The departments were not able to comment in time for publication.
Malas said the study underscores an urgent need to modernize and strengthen consumer safety regulations. This process is already in motion, as recommendations to improve the 1999 Canadian Environmental Protection Act were tabled last June. The department is expected to respond next month.
“I would say that this is a clear example of where our regulations have not been protective enough, because we’re seeing these chemicals in products that are not just used by adults, but things like bibs and baby mats,” said Malas
Some of the items tested were marketed as not containing phthalates, lead or bisphenol A (BPA). Scientists purchased the items in stores and online, and did not observe notable differences in terms of chemical traces.
The name brands for the products were removed because of the risk of lawsuits and little added scientific value, said Sébastien Sauvé, a professor in environmental chemistry at the Université de Montréal and a scientist in the study.
Sauvé said perfluorinated compounds have a relatively low toxicity, but the fact that they are commonly used on surfaces means an increased risk of contact, and they can be absorbed in sweat and saliva.

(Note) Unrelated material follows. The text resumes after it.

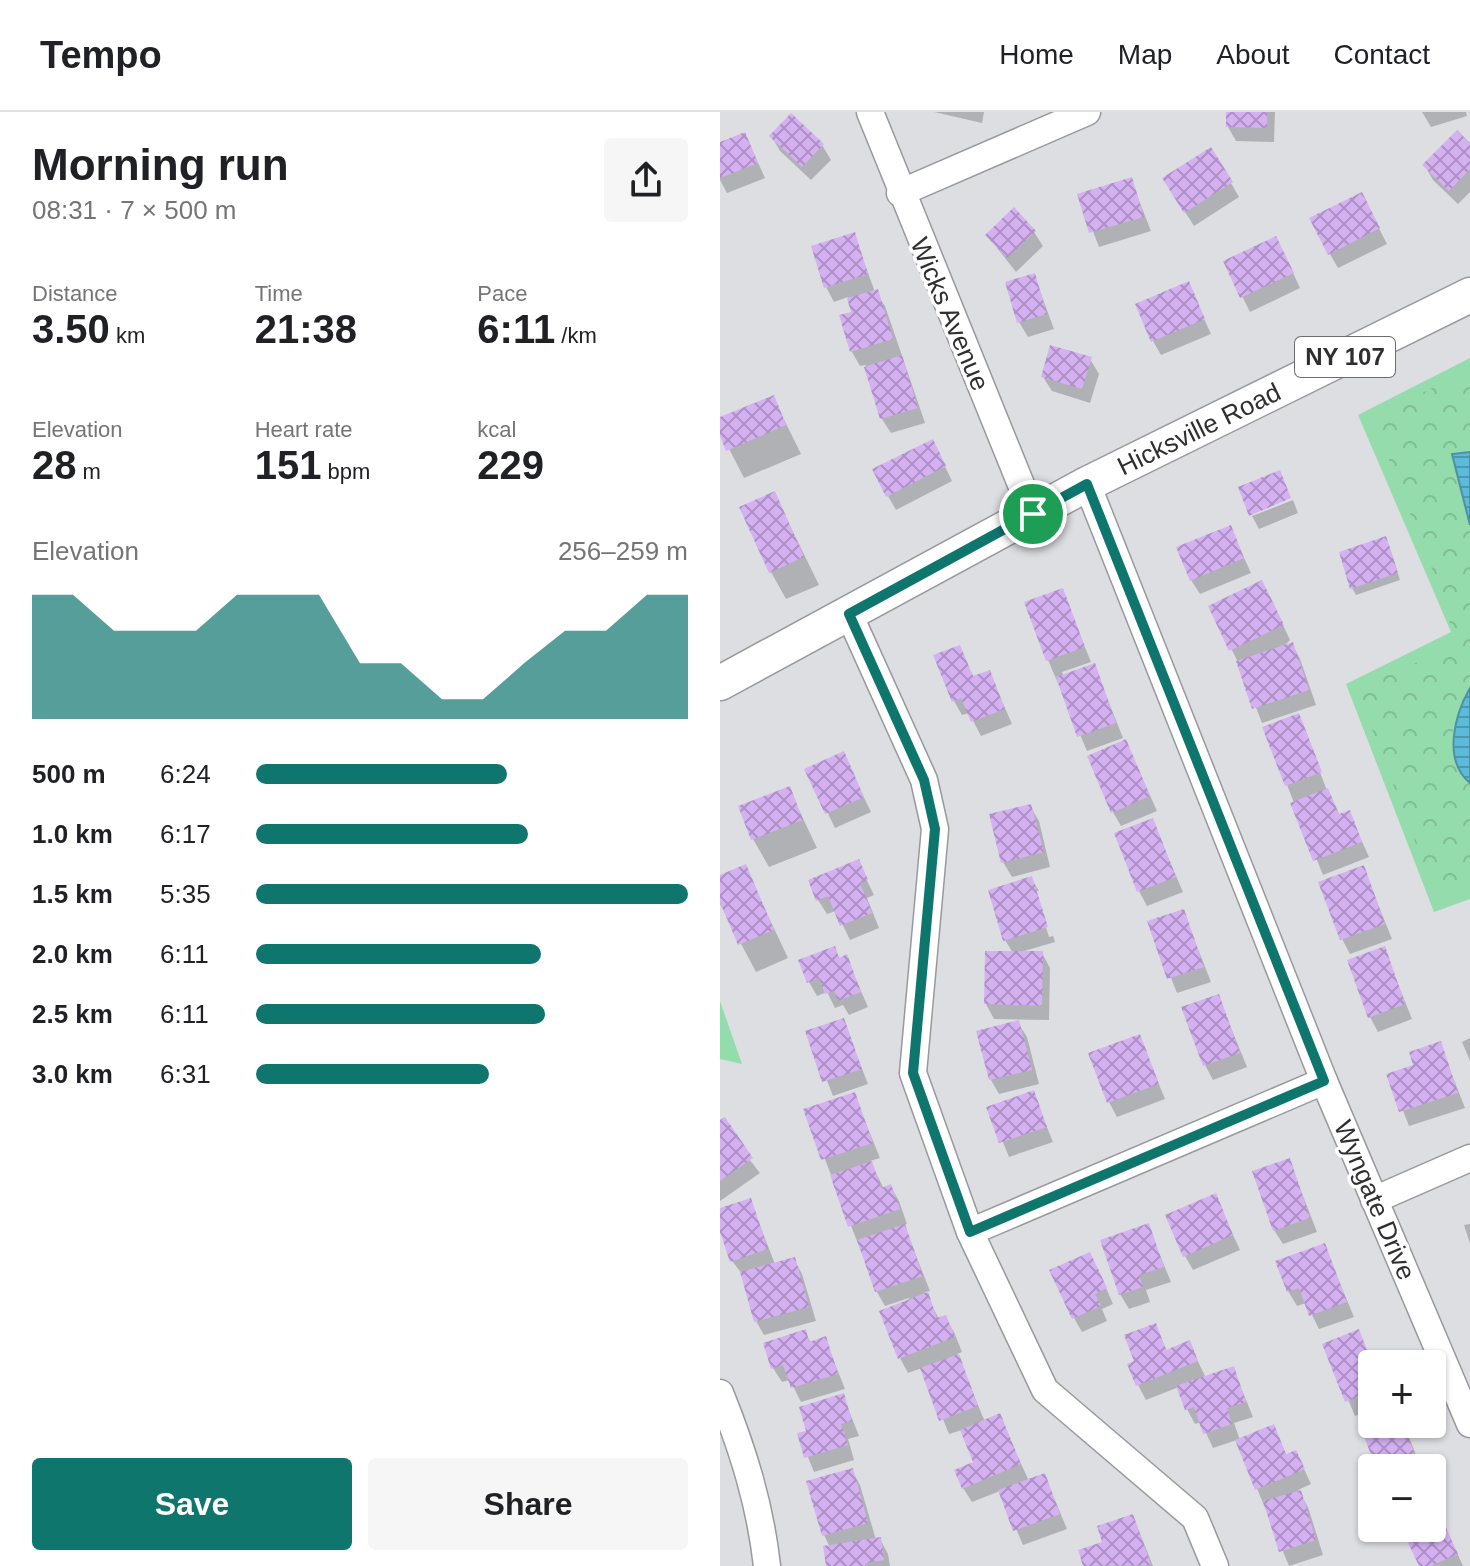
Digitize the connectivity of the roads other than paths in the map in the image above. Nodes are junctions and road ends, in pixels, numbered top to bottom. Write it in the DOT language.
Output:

They are resistant to degradation in the environment.
“The problem is because they’re persistent, they will tend to accumulate in the body,” he said.
Though main forms of the compound are banned, Sauvé said industries innovated alternative compounds that are not prohibited, but can be just as dangerous.
“I think choosing ‘Made in Canada’ is something that a lot of parents go for and it does provide a certain element of peace of mind, so this is worrying,” said Emma Rohmann, an environmental health expert and mother of two. Rohmann coaches families and natural health practitioners to help reduce the presence of toxic substances in the home.
She advises parents to use natural baby care products, like wipes and lotions, on their children. Non-toxic furniture and organic mattresses are other things that “green” parents look for to avoid the possibility of toxins.
“I think industry plays a huge role. They don’t have to wait for government to regulate them,” she said. “We’re the ones that are spending on things that are toxic, and if we say enough is enough, then manufacturers will make stuff that we will buy.”
Rohmann said she was not surprised by the study’s findings. Neither was Jen Smith, editor-in-chief of EcoParent magazine, who recommends that parents familiarize themselves with brand information and eco-certifications for textiles, such as Oeko-tex and bluesign.
“As parents, we try to make the best choices for our little ones, like using glass bottles, avoiding fire retardants in PJs, or choosing organically grown veggies, but this study is a perfect example that not enough is being done, especially in products marketed for infants and children,” Smith said in an email. “Canada needs to do better.”